Popular doctors find it hard to retire

By TRACY CORREA
Monday, November 13, 2006
Dr. Leo Shishmanian, a 75-year-old Fresno, Calif., radiologist, retired once, but it ended up being more like a hiatus.

In 1999, he stopped working and traveled with his wife. Three years ago, he was asked by colleagues at Saint Agnes Medical Center to interpret X-rays on a part-time basis. He now does the same for Kaiser Permanente's Fresno Medical Center, working about three days a week between the two hospitals, sometimes more.

Shishmanian said a shortage of medical specialists in Fresno - as well as the rest of the central San Joaquin Valley - is one reason he feels compelled to work.

Dr. Norman Sigel, 71, who specializes in internal medicine, is also still going strong. So is Dr. Bernard Freeburg, a 72-year-old gynecologist. Both maintain busy Fresno practices.

"I wouldn't be there if they didn't need me," Shishmanian said. "As long as you can see well and your brain is working, you can continue to work in radiology."

Increasingly, doctors are working beyond traditional retirement age - mostly because they want to and often because they feel guilty about abandoning their patients.

Figures from the American Medical Association show that more than 18 percent of licensed doctors in 2004 were 65 and older - up from 16 percent in 1993 and 13 percent in 1975.

But several studies have raised questions about whether older doctors, particularly surgeons who still take on complicated medical procedures, produce worse outcomes than their younger peers. And with no mandatory retirement age for doctors, questions are increasingly being raised about when they should retire.

A study in the September Annals of Surgery examined Medicare files on 461,000 patients who had one of eight complicated and high-risk operations, including heart bypass and partial lung removal. In five of the eight, researchers found the surgeons' age made no difference in outcome. However, in three procedures - pancreas removal, heart bypass and surgery to clear plaque from blocked arteries - patients of surgeons older than 60 had a higher rate of death within 30 days compared with patients of younger surgeons.

The study did note that the older surgeons did have a lower volume of surgeries.

Another study by researchers at Harvard Medical School that was published in the Annals of Internal Medicine last year found that older doctors may be less likely to deliver currently accepted standards of care. It found that problems are less about age than whether doctors are able to keep up with medical advances.

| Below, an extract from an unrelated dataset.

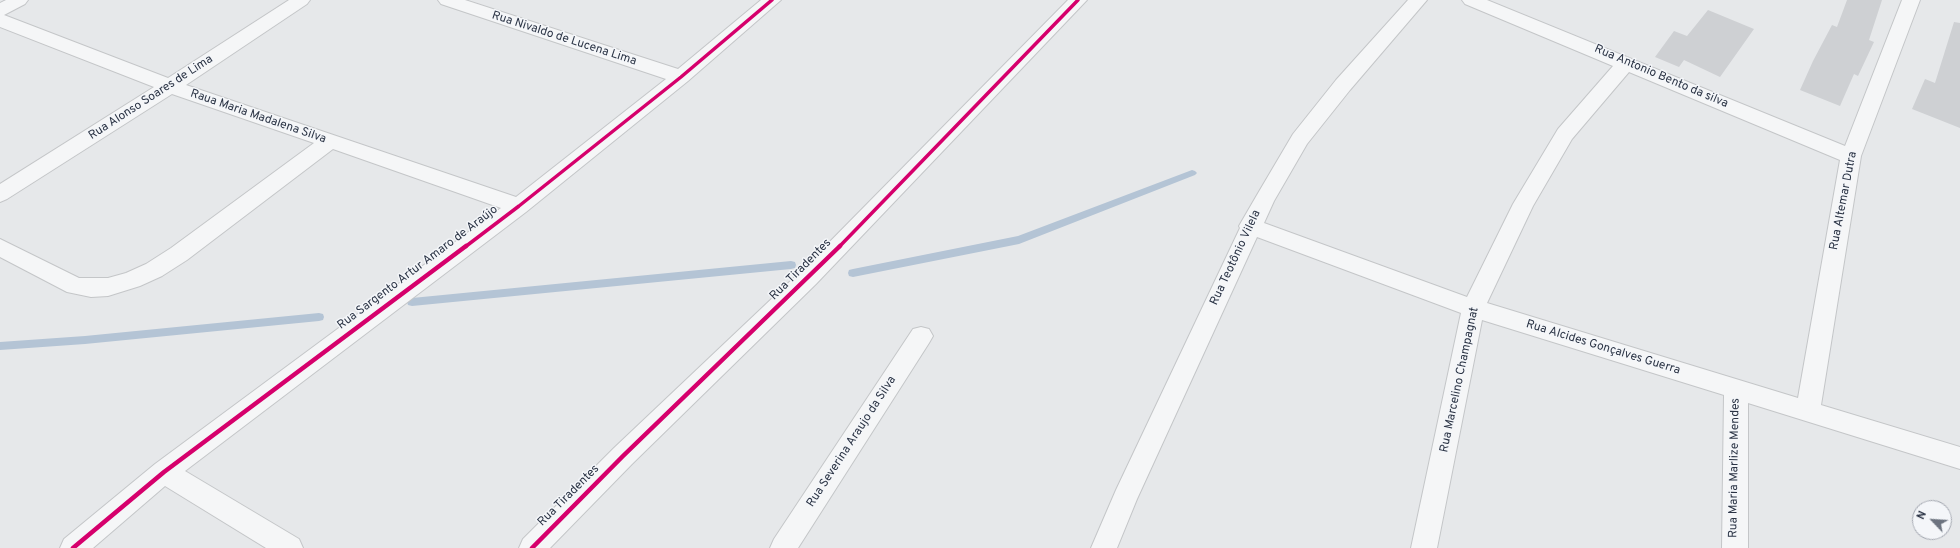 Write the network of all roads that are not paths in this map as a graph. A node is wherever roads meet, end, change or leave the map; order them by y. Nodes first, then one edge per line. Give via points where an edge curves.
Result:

The Harvard study was considered significant because it countered the widely assumed notion that physicians with more experience provide better care.

Dr. Robert Wachter, professor of medicine at University of California at San Francisco and author of the book "Internal Bleeding: The Truth Behind America's Terrifying Epidemic of Medical Mistakes," said he would hate to see a mandatory retirement age for doctors.

But, he said patients should assume some responsibility for ensuring their doctors - no matter what their age - are competent. Ask whether surgeons are board certified, Wachter said.

But don't stop there.

"I don't only want to know if they have kept up, but that their hands are steady," he said.

Sigel, the 71-year-old internist, said that because he isn't a surgeon, he feels he can practice longer. He said he doesn't feel old or less skilled than his younger counterparts. He said he believes many of his patients, many of whom are older, find comfort in an experienced doctor.

"I like to tell my patients age is not a disease. Age is an event. It's a number," he said.

Sigel has also earned the respect of many younger patients whose elderly family members have come to him over the years.

John Nale, 37, and a farmer in nearby Kerman, credited Sigel with saving his life.

Eleven years ago, the doctor found a lump on Nale's thyroid during a routine exam. He ordered follow-up tests, which revealed cancer. Nale is healthy today and said he will continue seeing Sigel as long as he can.

"I believe his experience makes up for anything a young doctor brings to the table," Nale said.

"I pay him for his services because he does a good job," he said. "I will go to Dr. Sigel until I'm buried or he's buried."